Sentencing and other orders

45       I now move onto sentencing and other orders.  Will you please stand Mr Cini.

46       Mr Cini, as I said at the outset of these remarks, the penalties on some of these offences are increased because of the operation of particular provisions within the Sentencing Act 1991. It is appropriate therefore to impose greater penalties on those offences, as opposed to the penalties to be imposed on the offences that are not covered by those provisions.

47       It is proper to order some accumulation of sentence.  In determining the best way to approach this issue, I have taken account of the large number of charges and considered the overall impact of the sentence upon you.  The law requires me to avoid imposing a crushing sentence and ensure the total sentence is proportionate to the totality of the offending.     

48       Mr Cini, on Charge 11, you are convicted and sentenced to be imprisoned for three  years and six months. This is the base sentence.

49       On Charges 5, 9 and 14, you are convicted and sentenced to three years imprisonment on each charge.
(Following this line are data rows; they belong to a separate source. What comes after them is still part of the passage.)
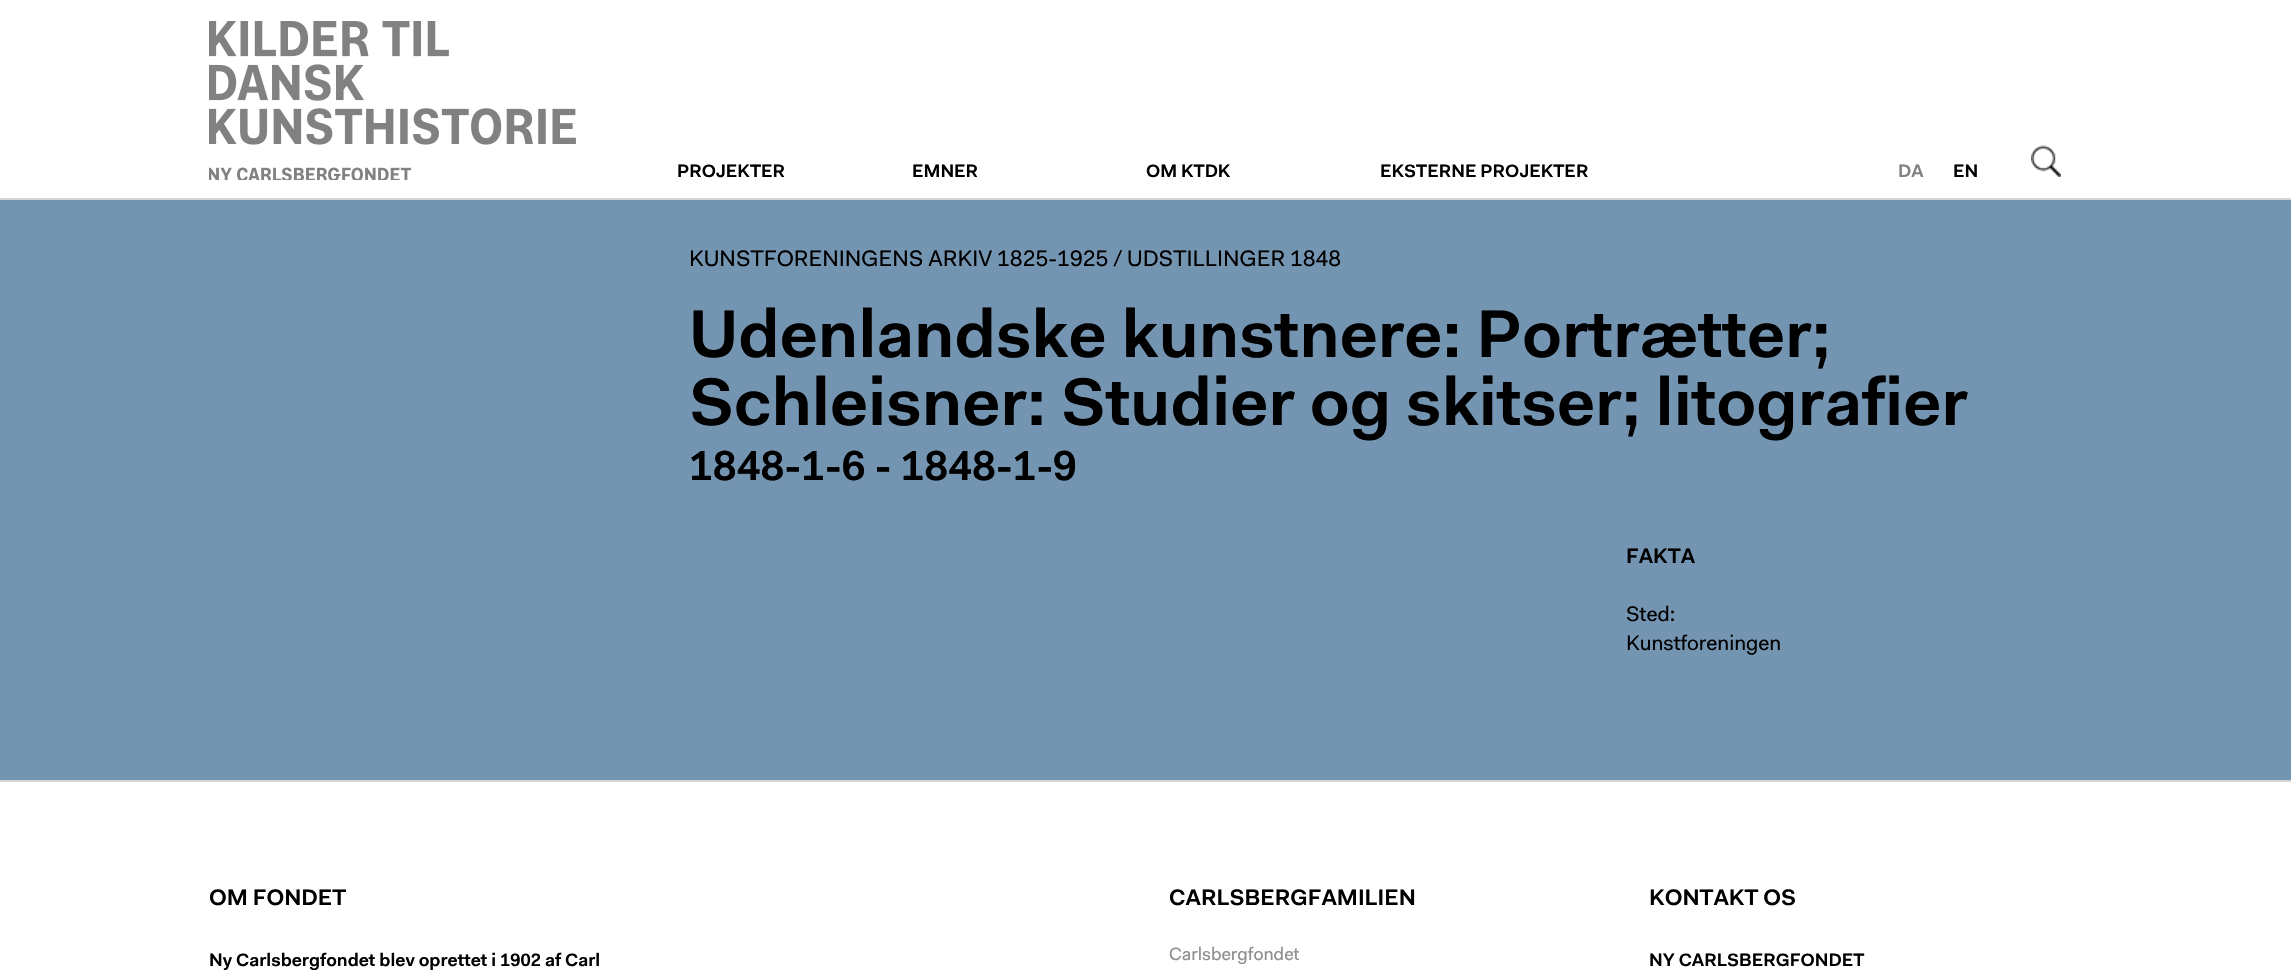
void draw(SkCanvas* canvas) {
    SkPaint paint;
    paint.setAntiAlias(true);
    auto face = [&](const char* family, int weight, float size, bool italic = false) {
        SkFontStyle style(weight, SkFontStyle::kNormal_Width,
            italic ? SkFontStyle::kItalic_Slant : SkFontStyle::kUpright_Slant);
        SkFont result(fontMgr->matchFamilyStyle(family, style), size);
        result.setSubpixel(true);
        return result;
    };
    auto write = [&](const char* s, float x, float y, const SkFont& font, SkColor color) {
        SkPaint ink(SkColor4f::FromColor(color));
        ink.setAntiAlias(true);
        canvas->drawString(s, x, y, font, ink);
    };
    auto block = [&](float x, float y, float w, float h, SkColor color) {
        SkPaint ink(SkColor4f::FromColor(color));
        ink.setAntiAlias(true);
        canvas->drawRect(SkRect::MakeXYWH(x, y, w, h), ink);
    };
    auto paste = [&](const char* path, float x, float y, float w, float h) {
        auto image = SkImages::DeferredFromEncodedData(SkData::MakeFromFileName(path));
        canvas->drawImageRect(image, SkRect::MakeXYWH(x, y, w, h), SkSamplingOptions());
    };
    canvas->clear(SK_ColorWHITE);
    block(0, 198, 2291, 2, SkColorSetRGB(213, 213, 213));
    paste("pic1.png", 209, 21, 367, 159);
    auto kFont1 = face("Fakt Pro", 600, 18);
    write("PROJEKTER", 677, 177, kFont1, SK_ColorBLACK);
    write("EMNER", 912, 177, kFont1, SK_ColorBLACK);
    write("OM KTDK", 1146, 177, kFont1, SK_ColorBLACK);
    write("EKSTERNE PROJEKTER", 1380, 177, kFont1, SK_ColorBLACK);
    write("DA", 1898, 177, kFont1, SkColorSetRGB(129, 129, 129));
    write("EN", 1953, 177, kFont1, SK_ColorBLACK);
    paste("pic2.png", 2031, 145, 30, 32);
    block(0, 200, 2291, 580, SkColorSetRGB(116, 149, 177));
    auto kFont2 = face("Fakt Pro", 400, 22.5f);
    write("KUNSTFORENINGENS ARKIV 1825-1925 / UDSTILLINGER 1848", 689, 266, kFont2, SK_ColorBLACK);
    auto kFont3 = face("Fakt Pro", 600, 67.5f);
    write("Udenlandske kunstnere: Portrætter;", 689, 357, kFont3, SK_ColorBLACK);
    write("Schleisner: Studier og skitser; litografier", 689, 425, kFont3, SK_ColorBLACK);
    auto kFont4 = face("Fakt Pro", 600, 42);
    write("1848-1-6 - 1848-1-9", 689, 480, kFont4, SK_ColorBLACK);
    auto kFont5 = face("Fakt Pro", 600, 21);
    write("FAKTA", 1626, 563, kFont5, SK_ColorBLACK);
    auto kFont6 = face("Fakt Pro", 400, 21);
    write("Sted:", 1626, 621, kFont6, SK_ColorBLACK);
    write("Kunstforeningen", 1626, 650, kFont6, SK_ColorBLACK);
    block(0, 780, 2291, 2, SkColorSetRGB(213, 213, 213));
    auto kFont7 = face("Fakt Pro", 600, 22.5f);
    write("OM FONDET", 209, 905, kFont7, SK_ColorBLACK);
    write("Ny Carlsbergfondet blev oprettet i 1902 af Carl", 209, 966, kFont1, SK_ColorBLACK);
    write("CARLSBERGFAMILIEN", 1169, 905, kFont7, SK_ColorBLACK);
    auto kFont8 = face("Fakt Pro", 400, 18);
    write("Carlsbergfondet", 1169, 960, kFont8, SkColorSetRGB(142, 142, 142));
    write("KONTAKT OS", 1649, 905, kFont7, SK_ColorBLACK);
    write("NY CARLSBERGFONDET", 1649, 966, kFont1, SK_ColorBLACK);
}
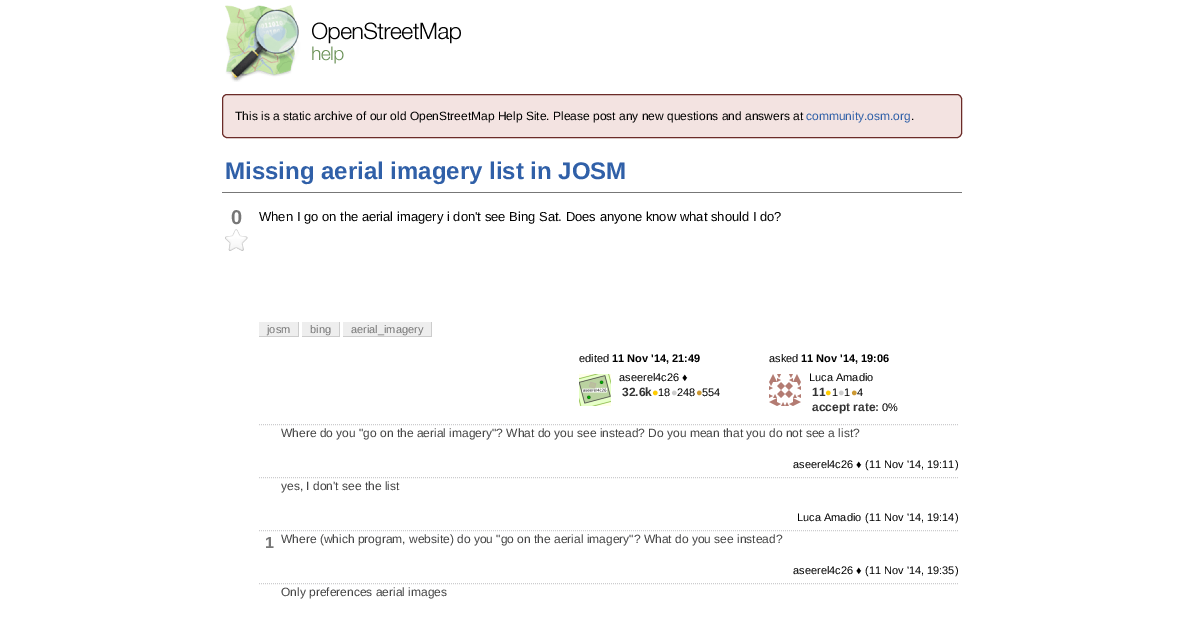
%!PS
<< /PageSize [1183 617] >> setpagedevice
/mt/moveto load def
/li/lineto load def
/fl/fill load def
/st/stroke load def
/gs/gsave load def
/gr/grestore load def
/co { dup -16 bitshift 255 div exch dup -8 bitshift 255 and 255 div exch 255 and 255 div setrgbcolor } def
/fn { [ exch dup neg 0 0 3 -1 roll 0 0 ] selectfont } def
/tx { co fn moveto show } def
/bx { co rectfill } def
/rr { 5 dict begin { /r /h /w /y /x } { exch def } forall
  x r add y moveto x w add y 2 copy h add r arct x w add y h add x 1 index r arct
  x y h add x y r arct x y 2 copy exch w add exch r arct closepath end } def
/im { 5 dict begin { /h /w /y /x /name } { exch def } forall
  gsave x y translate w h scale
  w h 8 [w 0 0 h 0 0] name (r) file false 3 colorimage grestore end } def
0 617 translate 1 -1 scale
4 setmiterlimit
0 0 1183 617 16#FFFFFF bx
(media/1.raw) 225 5 236 77 im
16#F3E3E1 co
222.5 94.5 739 43 4.5 rr gs fl gr
16#6B2B28 co
st
222 192 740 1 16#777777 bx
(media/2.raw) 225 229 23 22 im
259 322 39 14 16#EEEEEE bx
298 322 1 15 16#CCCCCC bx
259 336 40 1 16#CCCCCC bx
302 322 37 14 16#EEEEEE bx
339 322 1 15 16#CCCCCC bx
302 336 38 1 16#CCCCCC bx
343 322 88 14 16#EEEEEE bx
431 322 1 15 16#CCCCCC bx
343 336 89 1 16#CCCCCC bx
(media/3.raw) 579 374 32 32 im
(media/4.raw) 769 374 32 32 im
16#CCCCCE co
[1 1] 0 setdash
259 424.5 mt 959 424.5 li st
259 477.5 mt 959 477.5 li st
259 530.5 mt 959 530.5 li st
259 583.5 mt 959 583.5 li st
(This is a static archive of our old OpenStreetMap Help Site. Please post any new questions and answers at) 235 120 /LiberationSans-Regular 12 16#000000 tx
(community.osm.org) 806 120 /LiberationSans-Regular 12 16#3060A8 tx
(.) 911 120 /LiberationSans-Regular 12 16#000000 tx
(Missing aerial imagery list in JOSM) 225 179 /LiberationSans-Bold 24 16#3060A8 tx
(0) 231 224 /LiberationSans-Bold 20 16#777777 tx
(When I go on the aerial imagery i don't see Bing Sat. Does anyone know what should I do?) 259 221 /LiberationSans-Regular 13 16#000000 tx
(josm) 267 333 /LiberationSans-Regular 11 16#777777 tx
(bing) 310 333 /LiberationSans-Regular 11 16#777777 tx
(aerial_imagery) 351 333 /LiberationSans-Regular 11 16#777777 tx
(edited) 579 362 /LiberationSans-Regular 11 16#000000 tx
(11 Nov '14, 21:49) 612 362 /LiberationSans-Bold 11 16#000000 tx
(aseerel4c26 ♦) 619 381 /LiberationSans-Regular 11 16#000000 tx
(32.6k) 622 396 /LiberationSans-Bold 12 16#333333 tx
(●) 652 396 /LiberationSans-Regular 11 16#FFCC00 tx
(18) 658 396 /LiberationSans-Regular 11 16#000000 tx
(●) 671 396 /LiberationSans-Regular 11 16#CCCCCC tx
(248) 677 396 /LiberationSans-Regular 11 16#000000 tx
(●) 696 396 /LiberationSans-Regular 11 16#CC9933 tx
(554) 702 396 /LiberationSans-Regular 11 16#000000 tx
(asked) 769 362 /LiberationSans-Regular 11 16#000000 tx
(11 Nov '14, 19:06) 801 362 /LiberationSans-Bold 11 16#000000 tx
(Luca Amadio) 809 381 /LiberationSans-Regular 11 16#000000 tx
(11) 812 396 /LiberationSans-Bold 12 16#333333 tx
(●) 825 396 /LiberationSans-Regular 11 16#FFCC00 tx
(1) 832 396 /LiberationSans-Regular 11 16#000000 tx
(●) 838 396 /LiberationSans-Regular 11 16#CCCCCC tx
(1) 844 396 /LiberationSans-Regular 11 16#000000 tx
(●) 851 396 /LiberationSans-Regular 11 16#CC9933 tx
(4) 857 396 /LiberationSans-Regular 11 16#000000 tx
(accept rate:) 812 411 /LiberationSans-Bold 12 16#333333 tx
(0%) 882 411 /LiberationSans-Regular 11 16#000000 tx
(Where do you "go on the aerial imagery"? What do you see instead? Do you mean that you do not see a list?) 281 437 /LiberationSans-Regular 12 16#444444 tx
(aseerel4c26 ♦) 793 468 /LiberationSans-Regular 11 16#000000 tx
(\(11 Nov '14, 19:11\)) 865 468 /LiberationSans-Regular 11 16#000000 tx
(yes, I don't see the list) 281 490 /LiberationSans-Regular 12 16#444444 tx
(Luca Amadio) 797 521 /LiberationSans-Regular 11 16#000000 tx
(\(11 Nov '14, 19:14\)) 865 521 /LiberationSans-Regular 11 16#000000 tx
(1) 265 548 /LiberationSans-Bold 16 16#777777 tx
(Where \(which program, website\) do you "go on the aerial imagery"? What do you see instead?) 281 543 /LiberationSans-Regular 12 16#444444 tx
(aseerel4c26 ♦) 793 574 /LiberationSans-Regular 11 16#000000 tx
(\(11 Nov '14, 19:35\)) 865 574 /LiberationSans-Regular 11 16#000000 tx
(Only preferences aerial images) 281 596 /LiberationSans-Regular 12 16#444444 tx
showpage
50       On Charges 4, 7, and 20, you are convicted and sentenced to two and a half years imprisonment on each charge.

51       On Charges 10, 15, 16, 18 and 21, you are convicted and sentenced to two years imprisonment on each charge.

52       On Charges 1, 2, 3, 6, and 8, you are convicted and sentenced to 12 months imprisonment on each charge.

53       On the remaining charges, namely, Charges 12, 13, 17, 19 and 22, you are convicted and sentenced to six months imprisonment on each charge.

54       Charge 14 is a serious example of the offence of obtaining property by deception.  I order that 15 months of the sentence on Charge 14 be served cumulatively upon the sentence imposed on Charge 11.

55       Charge 20 is a serious example of the offence of obtaining financial advantage by deception.  I order that six months of the sentence on Charge 20 be served cumulatively upon the sentences imposed on Charges 11 and 14.

56       This makes a total effective sentence of five years and three months.  I fix a minimum term of three years and three months before you will be eligible for release on parole.

57       If you had been found guilty after trial, I would have sentenced you to an effective term of seven years and six months imprisonment, with a minimum of five years and six months.  

58       I declare that you have served 20 days by way of pre-sentence detention.

59 Pursuant to s.6J of the Sentencing Act 1991, I declare that in respect of Charges 4, 5, 7, 9, 10, 14, 15, 16, 18, 20 and 21, you have been sentenced as a continuing criminal enterprise offender and that fact will be entered in the records of the court.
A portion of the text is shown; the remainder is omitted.